Incentives to speed up returns on Turkish rooftop solar
Turkey can build on a new support scheme for rooftop solar projects by providing further incentives that would currently reduce the payback period by four years from the current 11-year estimate and down to two years by 2030, a new report by the Institute for Energy Economics and Financial Analysis (IEEFA) said on Dec. 19.
According to the IEEFA’s new report called New Incentives Brighten Turkey’s Rooftop Solar Sector, a closer look at Turkey’s rooftop solar sector reveals the country has among the most abundant solar resources in Europe, far surpassing market leaders such as Britain and Germany.
Turkey has seen rapid growth especially in the ground-mounted solar sector, but the report recommends that Turkey take further steps to bring rooftop solar power within reach of mainstream consumers.
Although a national net metering scheme introduced in May 2019 has opened the door to growth in the rooftop solar market in Turkey, further incentives are needed to drive more widespread adoption across the country, the report finds.

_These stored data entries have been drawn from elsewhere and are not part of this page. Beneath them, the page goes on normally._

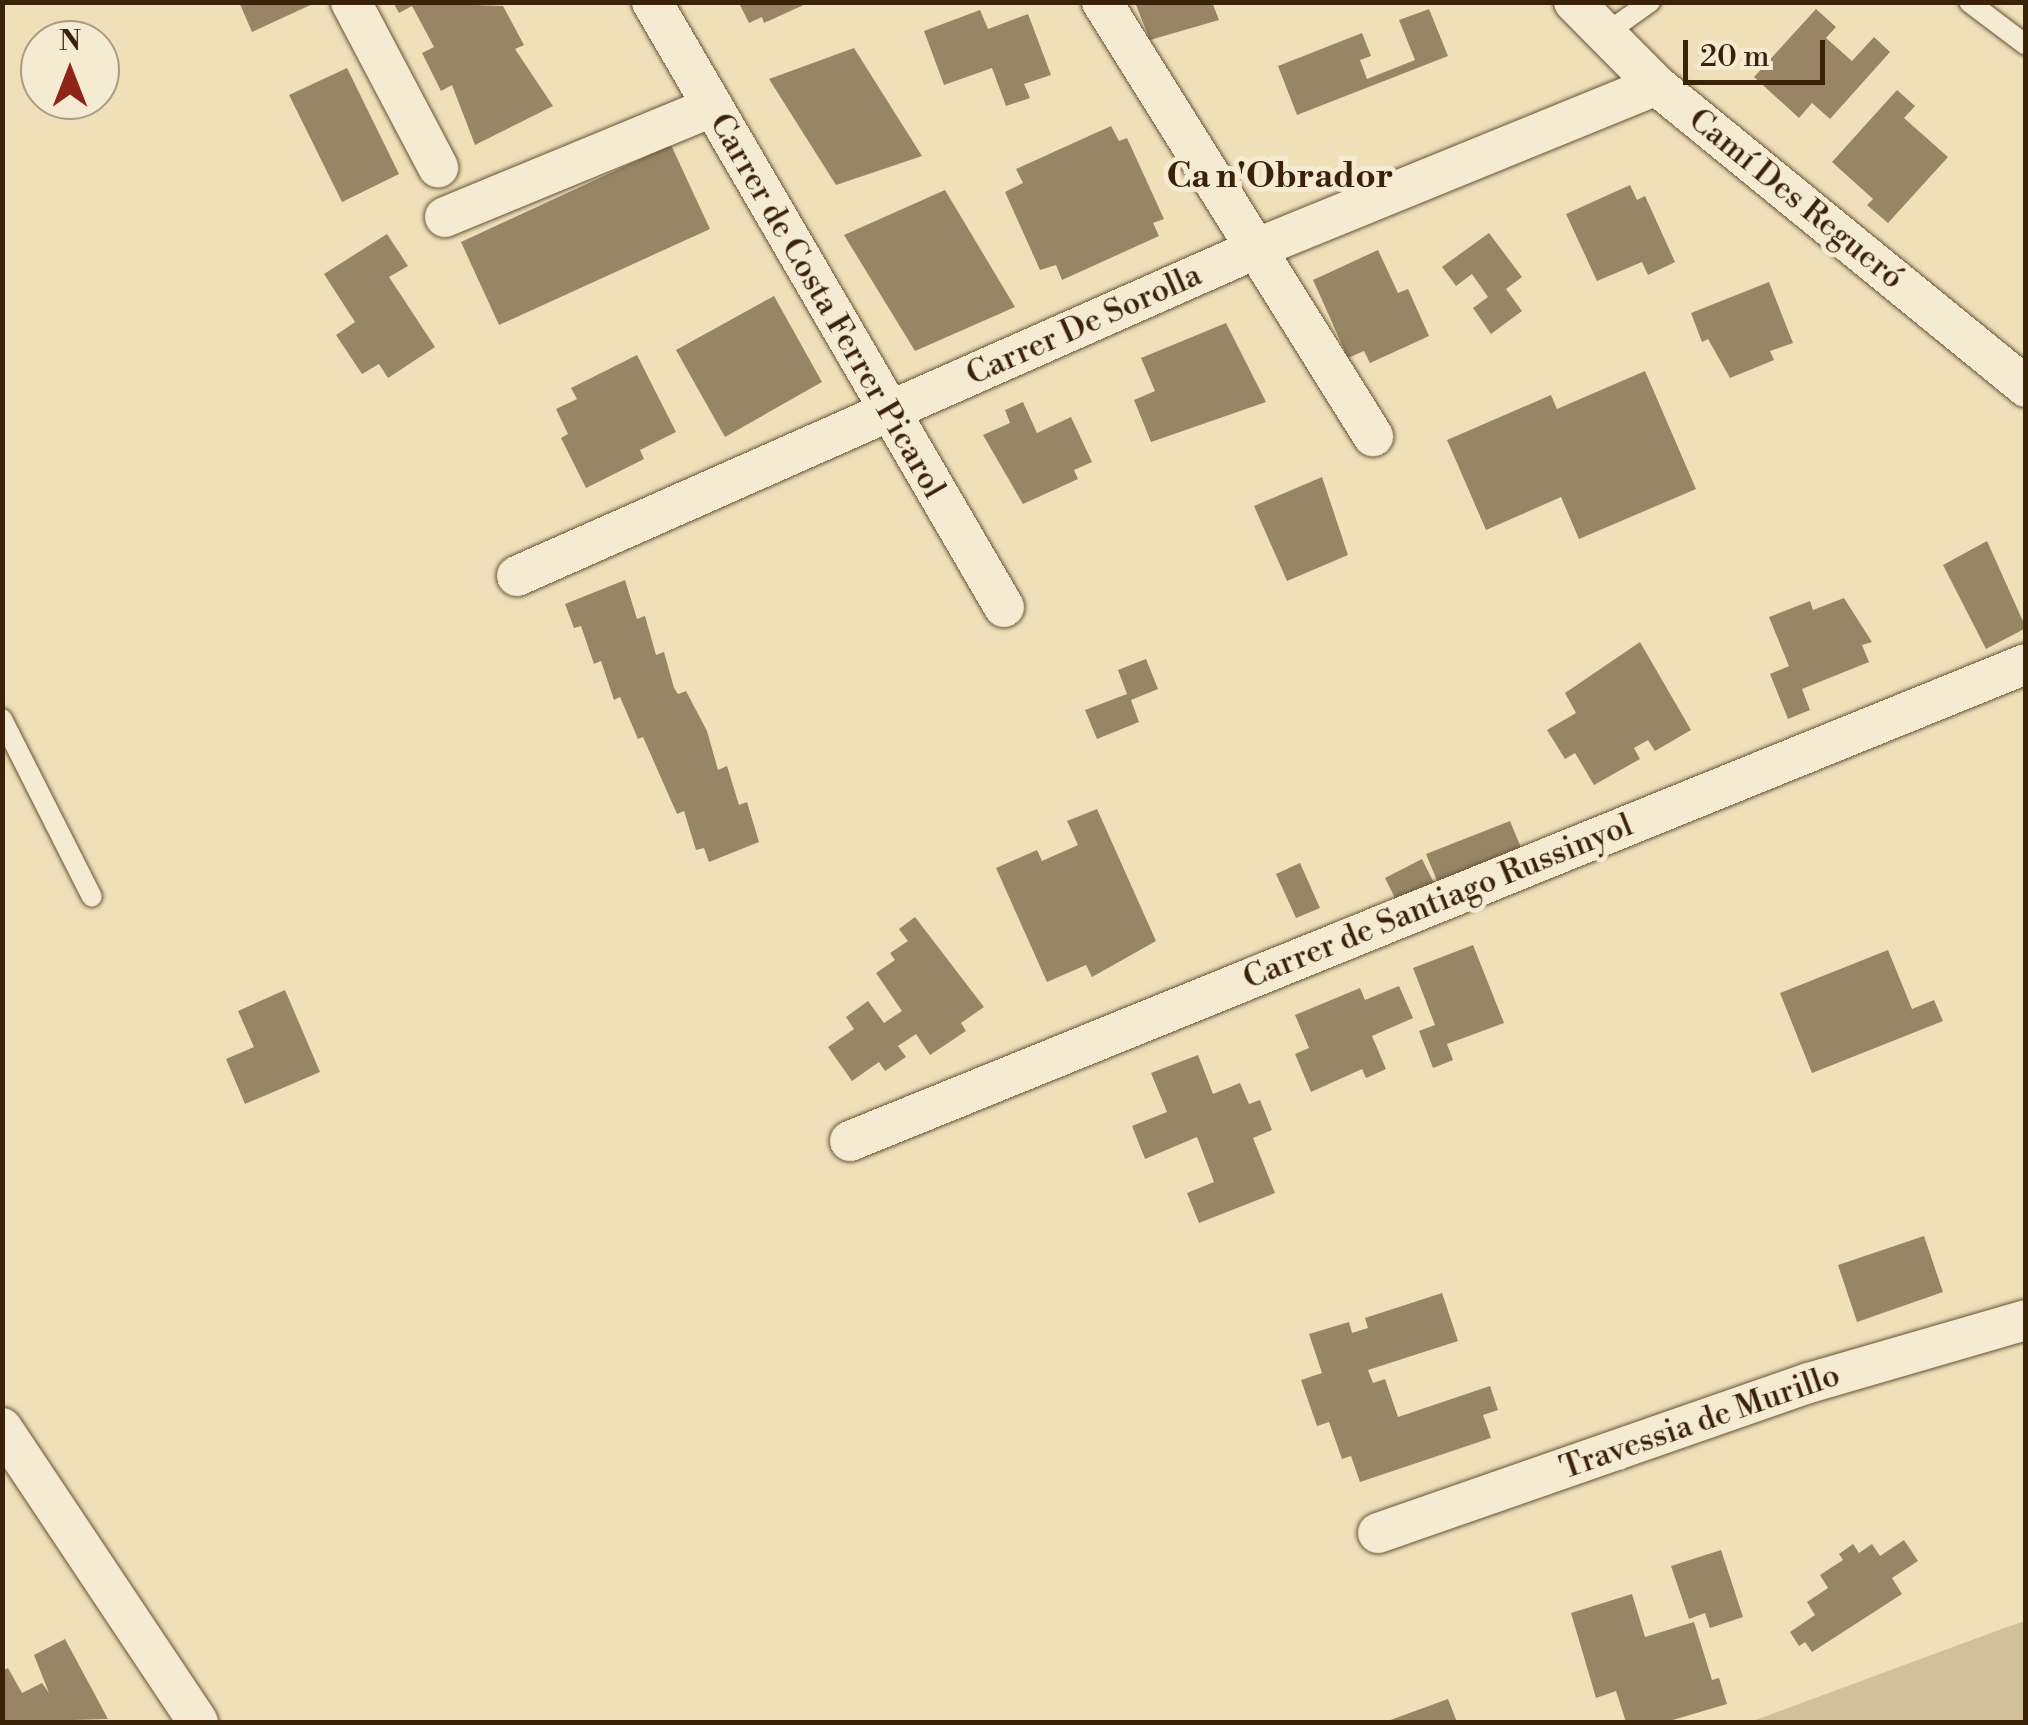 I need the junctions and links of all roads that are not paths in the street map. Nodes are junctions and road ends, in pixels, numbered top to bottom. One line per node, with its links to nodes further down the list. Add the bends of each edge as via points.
1 (352, 2): 11 (street)
2 (652, 2): 10 (street, Carrer de Costa Ferrer Picarol)
3 (1102, 2): 13 (street)
4 (1574, 2): 7 (street, Camí Des Regueró)
5 (1650, 2): 7 (lane)
6 (1969, 2): 8 (lane)
7 (1602, 36): 9 (street, Camí Des Regueró)
8 (2026, 46)
9 (1656, 85): 13 (street, Carrer De Sorolla); 14 (street, Camí Des Regueró)
10 (712, 107): 12 (street); 15 (street, Carrer de Costa Ferrer Picarol)
11 (438, 167)
12 (445, 217)
13 (1260, 247): 15 (street, Carrer De Sorolla); 16 (street)
14 (2026, 387)
15 (887, 414): 17 (street, Carrer De Sorolla); 18 (street, Carrer de Costa Ferrer Picarol)
16 (1373, 436)
17 (517, 576)
18 (1004, 608)
19 (2026, 664): 22 (street, Carrer de Santiago Russinyol)
20 (2, 719): 21 (lane)
21 (92, 897)
22 (850, 1141)
23 (2026, 1320): 25 (street, Travessia de Murillo, via 1809,1383)
24 (2, 1428): 26 (street)
25 (1378, 1533)
26 (198, 1722) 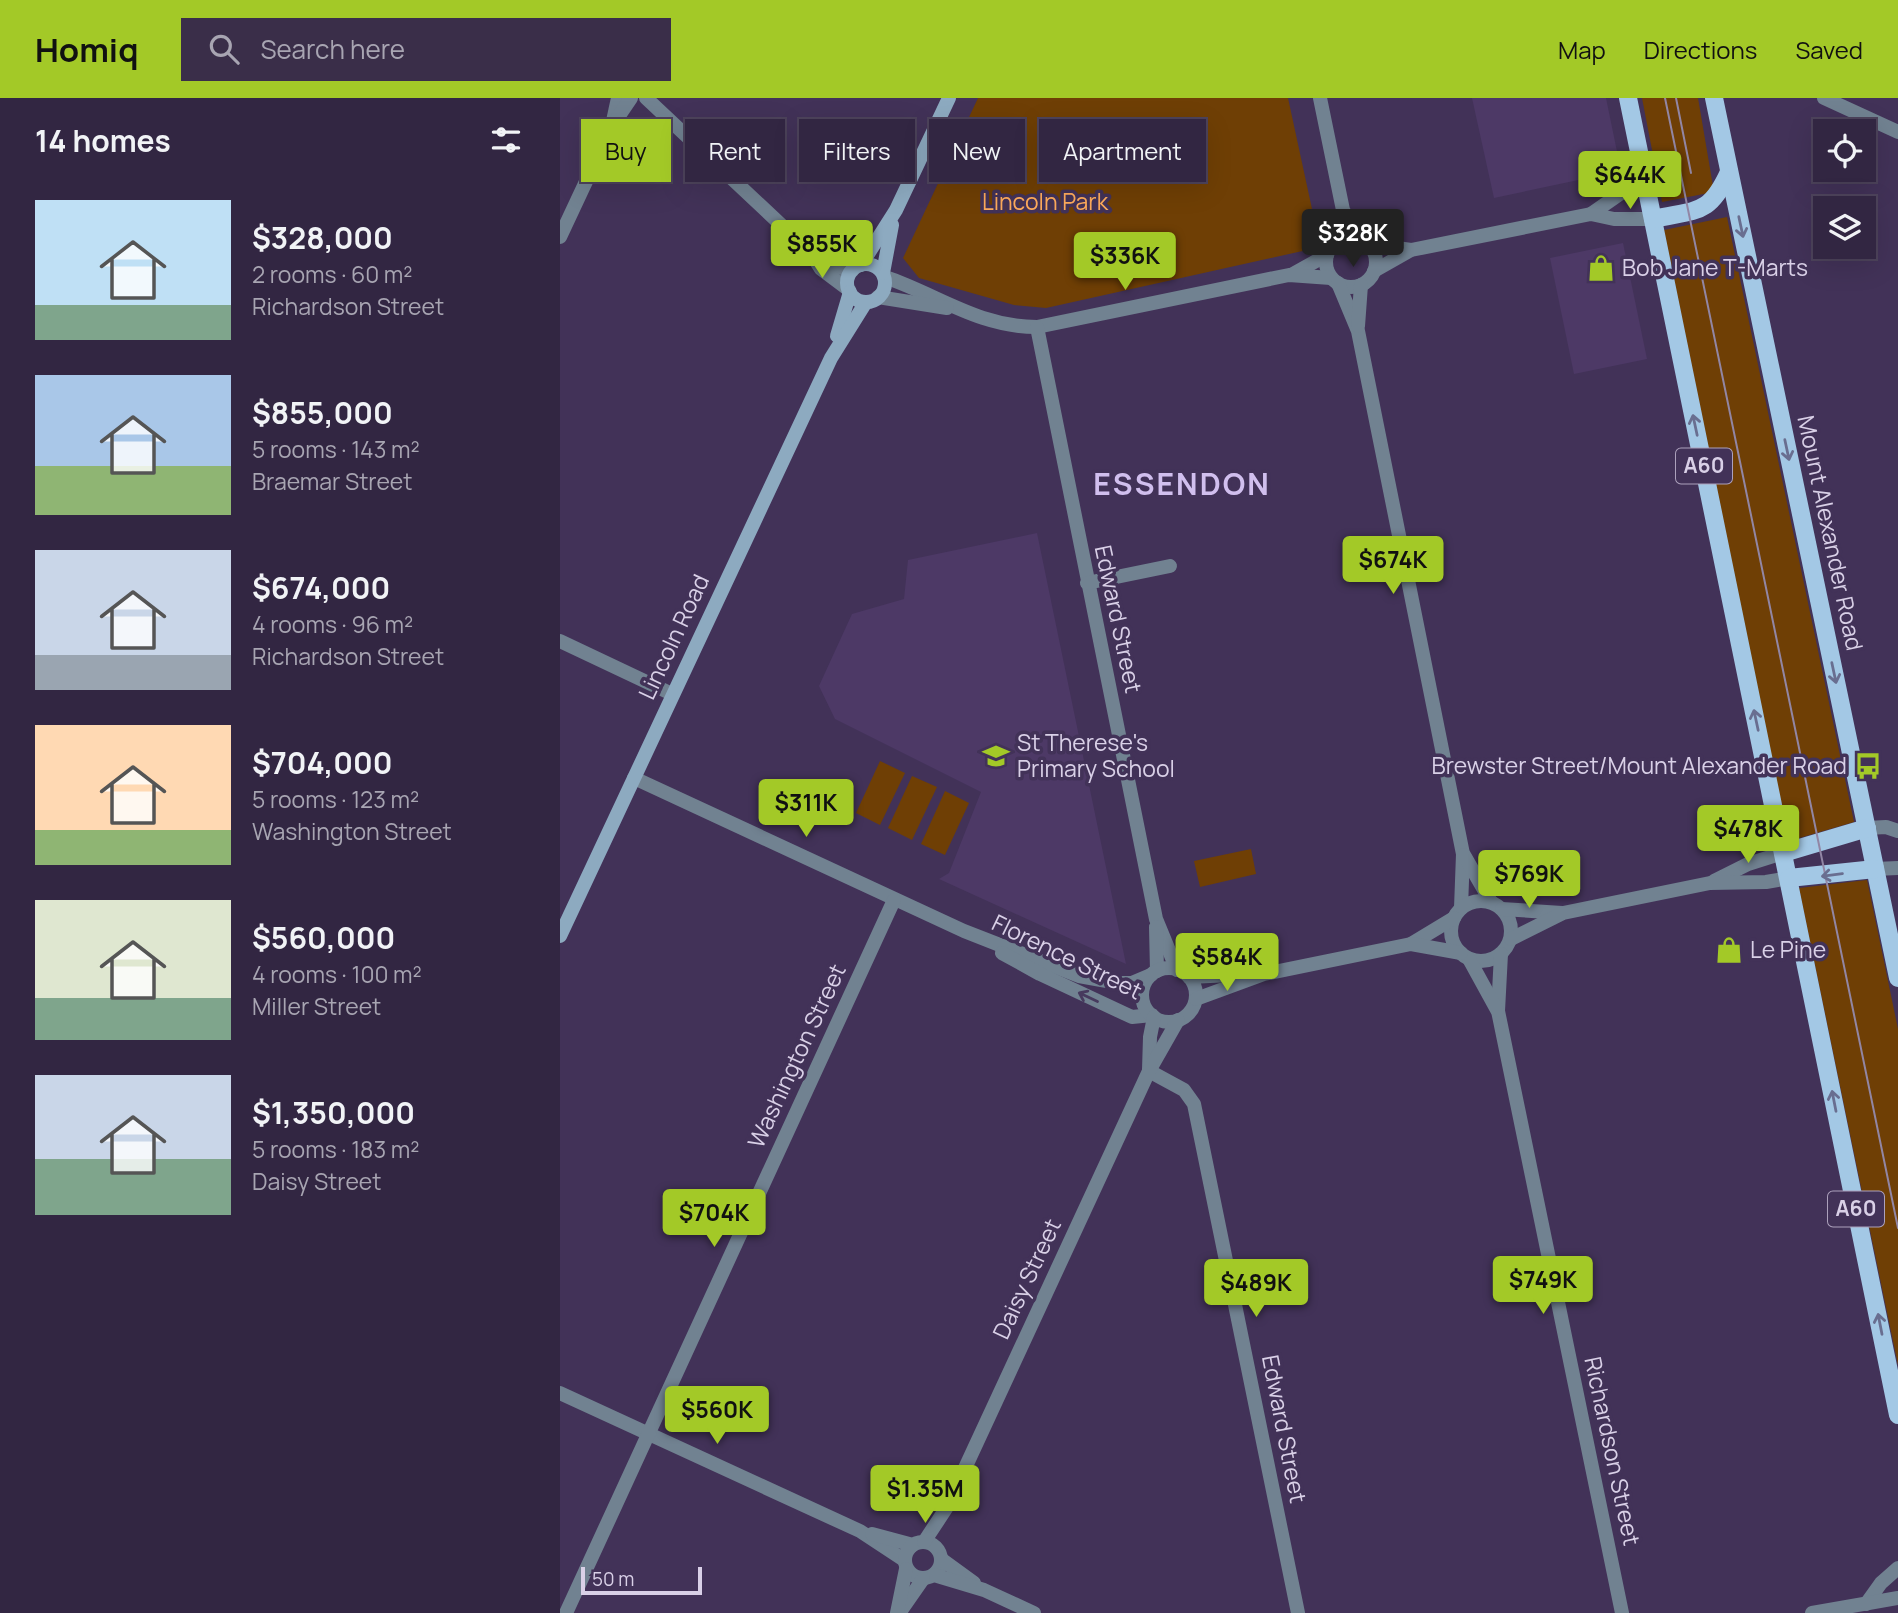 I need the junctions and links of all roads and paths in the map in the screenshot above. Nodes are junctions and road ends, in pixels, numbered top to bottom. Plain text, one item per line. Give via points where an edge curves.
1 (618, 98) edge
2 (631, 98) edge
3 (646, 98) edge
4 (949, 98) edge
5 (1320, 98) edge
6 (1628, 98) edge
7 (1714, 98) edge
8 (1824, 98) edge
9 (614, 119) edge
10 (617, 119) edge
11 (1898, 132) edge
12 (1729, 172) junction
13 (1644, 177) junction
14 (586, 182) edge
15 (896, 210) junction
16 (1343, 210) junction
17 (1591, 214) junction
18 (1653, 219) junction
19 (560, 237) edge
20 (1337, 241) junction
21 (1364, 241) junction
22 (1411, 250) junction
23 (809, 251) junction
24 (1327, 255) junction
25 (856, 268) junction
26 (1374, 271) junction
27 (884, 275) junction
28 (1289, 275) junction
29 (1335, 281) junction
30 (1362, 285) junction
31 (850, 291) junction
32 (872, 299) junction
33 (958, 310) junction
34 (1037, 327) junction
35 (1358, 331) junction
36 (831, 358) junction
37 (1170, 566) dead end
38 (1087, 583) junction
39 (560, 641) edge
40 (673, 694) junction
41 (634, 778) junction
42 (1867, 828) junction
43 (1898, 831) edge
44 (1783, 853) junction
45 (1463, 854) junction
46 (1898, 868) edge
47 (1875, 869) junction
48 (1789, 878) junction
49 (1710, 883) junction
50 (894, 900) junction
51 (1497, 905) junction
52 (1457, 913) junction
53 (1563, 913) junction
54 (1156, 919) junction
55 (964, 931) junction
56 (560, 936) edge
57 (1511, 939) junction
58 (1411, 944) junction
59 (1501, 954) junction
60 (1465, 956) junction
61 (1154, 973) junction
62 (1183, 973) junction
63 (1264, 974) junction
64 (1898, 978) edge
65 (1196, 999) junction
66 (1498, 1011) junction
67 (1153, 1016) junction
68 (1178, 1020) junction
69 (1149, 1071) junction
70 (560, 1393) edge
71 (1898, 1415) edge
72 (648, 1434) junction
73 (947, 1507) junction
74 (860, 1531) junction
75 (918, 1544) junction
76 (939, 1554) junction
77 (905, 1565) junction
78 (1898, 1568) edge
79 (929, 1576) junction
80 (984, 1590) junction
81 (1892, 1604) edge
82 (1868, 1609) edge
83 (566, 1613) edge
84 (898, 1613) edge
85 (1034, 1613) edge
86 (1298, 1613) edge
87 (1622, 1613) edge
88 (1812, 1613) edge

1 - 9 street
2 - 10 street
3 - 23 street
4 - 15 main road
5 - 16 street
6 - 13 main road, A60
7 - 12 main road, Mount Alexander Road
8 - 11 street
12 - 18 main road via 1708,206
12 -> 42 main road, Mount Alexander Road
13 - 17 street
13 - 18 main road, A60
14 - 19 street
15 - 25 main road
15 - 27 main road
16 - 20 street
16 - 21 street
17 - 18 street
17 - 22 street
44 -> 18 main road, A60
20 - 21 street
20 - 24 street
21 - 22 street
21 - 26 street via 1376,257
22 - 26 street
23 - 25 street via 829,264
23 - 31 street via 821,270
24 - 28 street
24 - 29 street via 1327,271
25 - 27 main road via 873,265
25 - 31 main road via 848,280
26 - 30 street
27 - 32 main road via 884,288
27 - 33 street
28 - 29 street
28 - 34 street
29 - 30 street
29 - 35 street
30 - 35 street
31 - 32 main road via 857,299
31 - 36 main road, Lincoln Road
32 - 33 street
32 - 36 main road, Lincoln Road
33 - 34 street via 1010,327
34 - 38 street, Edward Street
35 - 45 street
36 - 40 main road, Lincoln Road
37 - 38 street
38 - 54 street, Edward Street
39 - 40 street
40 - 41 main road, Lincoln Road
41 - 50 street, Florence Street
41 - 56 main road, Lincoln Road
42 - 43 street
42 - 44 main road
42 - 47 main road, Mount Alexander Road
44 - 48 main road, A60
44 - 49 street
45 - 51 street
45 - 52 street
46 - 47 street
47 -> 48 main road
47 - 64 main road, Mount Alexander Road
48 - 49 street
71 -> 48 main road, A60
49 - 53 street
50 - 55 street, Florence Street
50 - 72 street, Washington Street
51 - 52 street via 1470,902
51 - 53 street
51 - 57 street via 1511,922
52 - 58 street
52 - 60 street via 1451,937
53 - 57 street
54 - 61 street, Edward Street
54 - 62 street, Edward Street
55 - 61 street, Florence Street via 1099,981 1132,983
67 -> 55 street, Florence Street via 1132,1017 1040,974
57 - 59 street
58 - 60 street
58 - 63 street
59 - 60 street via 1486,961
59 - 66 street, Richardson Street
60 - 66 street, Richardson Street
61 - 62 street
61 - 67 street via 1143,991
62 - 63 street
62 - 65 street via 1194,984
63 - 65 street
65 - 68 street via 1190,1012
66 - 87 street, Richardson Street
67 - 68 street
67 - 69 street, Daisy Street
68 - 69 street, Daisy Street
69 - 73 street, Daisy Street
69 - 86 street, Edward Street via 1184,1090 1197,1113
70 - 72 street
72 - 74 street
72 - 83 street, Washington Street
73 - 75 street, Daisy Street
73 - 76 street, Daisy Street
74 - 75 street
74 - 77 street
75 - 76 street
75 - 77 street via 905,1554
76 - 79 street
76 - 80 street
77 - 79 street via 913,1576
77 - 84 street
78 - 82 street via 1881,1583
79 - 80 street
79 - 84 street
80 - 85 street
81 - 82 street
82 - 88 street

Under the new plan, homeowners receive a monthly energy credit for solar exports to the grid, which they can use to offset their electricity bills. It replaces a previous policy and complements a feed-in tariff scheme that benefited larger installations and not the smaller solar rooftop systems used by individual consumers.
Steps to bring rooftop solar within the reach of mainstream consumers could include eliminating the value added tax on solar installations to reduce upfront costs, removing the fixed fee for obtaining government approval, subsidizing the cost of borrowing to install solar panels, for example by attaching loan repayments to a mortgage or utility bill and raising the level of support for solar exports to the grid at rates comparable to those seen in other European countries.
“Turkey is already one of the world’s fastest growing markets for large-scale solar and the government has now laid the foundations for similar growth in the rooftop market,” Gerard Wynn, the IEEFA energy finance analyst and report co-author was quoted as saying.
“Households will be up for this technology, but first, they will need a little more financial incentive. The beauty of solar power for Turkey is that it exploits one of its most valuable energy assets, where it has a natural advantage over other countries along with the added bonus of trimming increasingly expensive coal imports,” he noted.
The report revealed that Turkey spent $4.4 billion on coal imports in 2018, up 12 percent compared to the previous year.
“At the moment, we estimate an 11-year pay-off period is needed to cover the upfront costs for a typical solar installation,” Wynn said, noting that this represents a great improvement over the estimated 16-year payback period under the country’s previous scheme.
“We found that with the right incentives, this payback can fall to under seven years. At that level, people across Turkey will be interested in leveraging the opportunity to have more affordable, cleaner, home-grown electricity,” he stated.
Turkey’s Energy and Natural Resources Minister Fatih Donmez announced last week that after the new plan, there were applications made for the installation of 443 megawatts of rooftop solar over the last five months.
“696 industrial institutions applied to build rooftop plants corresponding to 432 megawatts while 1,187 residential rooftop applications have been set. As there is a 10-kilowatt limit for residential rooftop deployment, these applications correspond to 11 megawatts of installed capacity. In total, both reach up to 443 megawatts,” he said.
“Taking into account expected decreases in the cost of solar power going forward, we estimate the payback period will fall further, to just two years by 2030,” Wynn said.